#### What the task asks:
The data below should be duplicated in full, unchanged.

#### Data extract:
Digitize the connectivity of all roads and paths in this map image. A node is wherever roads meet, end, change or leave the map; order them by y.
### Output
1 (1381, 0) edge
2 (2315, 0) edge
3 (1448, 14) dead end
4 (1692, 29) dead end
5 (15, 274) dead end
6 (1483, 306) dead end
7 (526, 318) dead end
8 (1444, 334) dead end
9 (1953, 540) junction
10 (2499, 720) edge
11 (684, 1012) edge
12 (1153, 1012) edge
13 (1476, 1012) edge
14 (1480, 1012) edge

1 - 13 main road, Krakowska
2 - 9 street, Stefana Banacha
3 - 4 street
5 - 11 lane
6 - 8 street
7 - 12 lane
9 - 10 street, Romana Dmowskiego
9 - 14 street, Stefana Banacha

#### Output of the exercise:
Digitize the connectivity of all roads and paths in this map image. A node is wherever roads meet, end, change or leave the map; order them by y.
### Output
1 (1381, 0) edge
2 (2315, 0) edge
3 (1448, 14) dead end
4 (1692, 29) dead end
5 (15, 274) dead end
6 (1483, 306) dead end
7 (526, 318) dead end
8 (1444, 334) dead end
9 (1953, 540) junction
10 (2499, 720) edge
11 (684, 1012) edge
12 (1153, 1012) edge
13 (1476, 1012) edge
14 (1480, 1012) edge

1 - 13 main road, Krakowska
2 - 9 street, Stefana Banacha
3 - 4 street
5 - 11 lane
6 - 8 street
7 - 12 lane
9 - 10 street, Romana Dmowskiego
9 - 14 street, Stefana Banacha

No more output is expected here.